Some strings au cinéma Galeries

 
Lettre ouverte au cinéma Galeries
 
Bonsoir à tous,
 
Je viens de voir pour la seconde fois chez vous le beau film de Léos Carax (la première fois c’était le 26 juin en présence du réalisateur, au BRIFF). Apparut à l’écran aujourd’hui, avant la projection proprement dite, un avis que je n’avais pas remarqué en juin, expliquant un projet baptisé Some strings (« Quelques ficelles »), visible au sous-sol. Cet avis semblait faire l’éloge d’un poète palestinien mort à Gaza, lors d’un bombardement. Je n’ai pas bien compris de quoi il s’agissait, mais les mots utilisés m’ont interpellé. Après le Carax je suis descendu voir l’exposition Some strings. J’en ai lu tous les cartels et avis placardés dans votre cinéma – et j’aimerais vous poser, si vous le voulez bien, quelques questions (je suis journaliste, vous m’avez d’ailleurs gentiment donné un « Exo » pour le Carax).
 
Cette phrase, par exemple, omniprésente au cinéma Galeries, mériterait des explications de votre part : « Some strings prend sa source dans ce qui fait tache sur les écrans de l’Histoire : en Palestine, là où le poète et professeur Refaat Alareer, comme tant d’autres êtres, a été ciblé par des frappes Israéliennes et tué avec sept autres membres de sa famille ».
 
L’entrée que Wikipédia consacre à M. Refaat Alareer ajoute les mots « et activiste palestinien » derrière les mots « poète et professeur »  : pourquoi avez-vous négligé ces trois mots-là ?
 
Quant à la mort de M. Alareer, la même entrée est plus nuancée que votre texte.
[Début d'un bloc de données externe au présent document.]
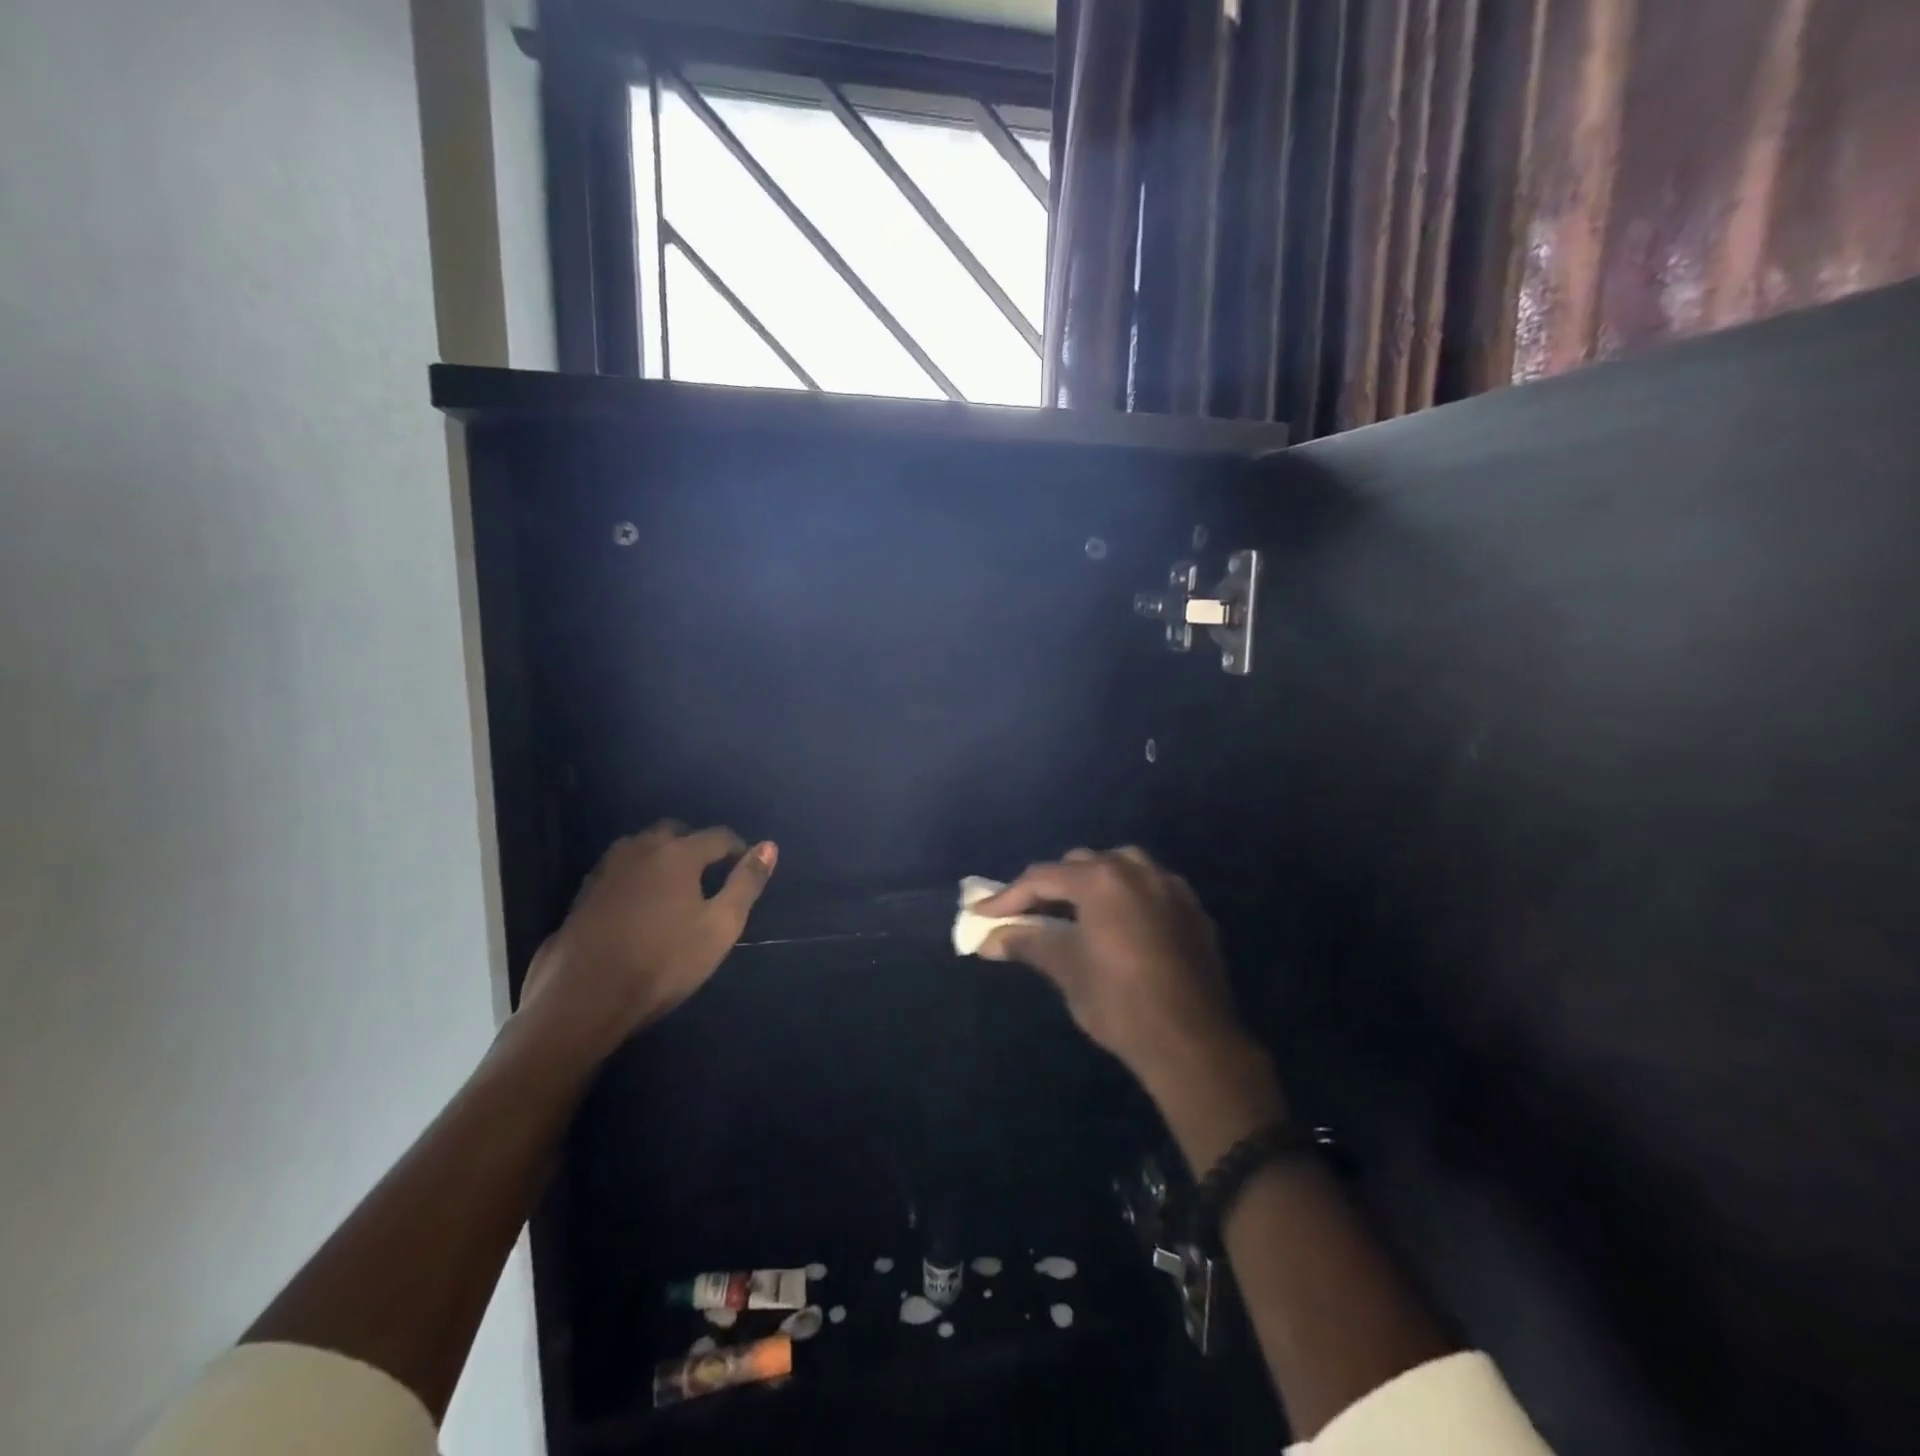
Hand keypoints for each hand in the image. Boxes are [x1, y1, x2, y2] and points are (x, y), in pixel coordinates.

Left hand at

Elle ne dit pas, comme vous, que M. Alareer a été « ciblé ». Le mot « ciblé » a pourtant un sens bien précis. Pourriez-vous me donner des preuves que M. Alareer a été « ciblé » ? Des preuves qui ne viendraient pas, de préférence, du site Euro Med Monitor, lequel semble être juge et partie via le projet WANN (We Are Not Numbers) auquel participait M. Alareer ?
 
Toujours dans la même phrase, je lis les mots suivants : « Refaat Alareer, comme tant d’autres êtres, a été ciblé par des frappes Israéliennes ». J’aimerais savoir qui sont les « autres êtres » dont vous parlez : des combattants du Hamas ?
 
Et tant qu’à évoquer le Hamas, pourquoi ce mot est-il absent de l’expo Some strings ? J’ai peut-être mal vu, et ne demande qu’à être contredit, mais il me semble que pas un seul cartel, pas un seul avis, pas un seul écran n’évoque le Hamas.
 
Et cela me renvoie au début de la phrase susmentionnée : « Some strings prend sa source dans ce qui fait tache sur les écrans de l’Histoire ». Quelle est donc cette « tache » ? Est-ce l’attaque du 7 octobre qui fit 1189 morts du côté israélien ? Si oui, pourquoi cette attaque n’est-elle mentionnée dans aucun cartel, aucun texte affiché au cinéma Galeries, aucune avant-projection dans vos salles ?
 
Entendons-nous, je déplore la mort de M. Alareer et de ses proches, l’effroyable brutalité de la « réponse » israélienne aux massacres du 7 octobre – et je regrette que M. Netanyahou ne soit pas déjà en prison. Mais l’exposition Some strings ne fait rien pour promouvoir la paix. Au contraire, elle tire sur cette corde incassable, semble-t-il, qu’est la victimisation des Palestiniens. Vous ne rendez pas service à ces derniers. Et la façon de présenter M. Alareer uniquement comme un professeur et un poète est malhonnête. Son « poème/métaphore » que vous reproduisez dans votre cinéma et qui sert de fil conducteur (oui…) à votre expo, est à base d’enfants, de cerfs-volants et d’anges dans l’azur. Tout ceci est bien gentil mais assez éloigné des propos qu’il a tenus il y a moins d’un an (repris et traduits de l’entrée en langue anglaise que Wikipédia consacre à M. Alareer) :

« Immédiatement après l’attaque menée par le Hamas contre Israël en octobre 2023, il [Refaat Alareer] la qualifie de "légitime et morale" et déclare qu’elle était "exactement comme le soulèvement du ghetto de Varsovie". Il a également rejeté les allégations selon lesquelles le Hamas se livrerait à des violences sexuelles après l’attaque du 7 octobre, les qualifiant de mensonges utilisés pour "justifier le génocide de Gaza" ».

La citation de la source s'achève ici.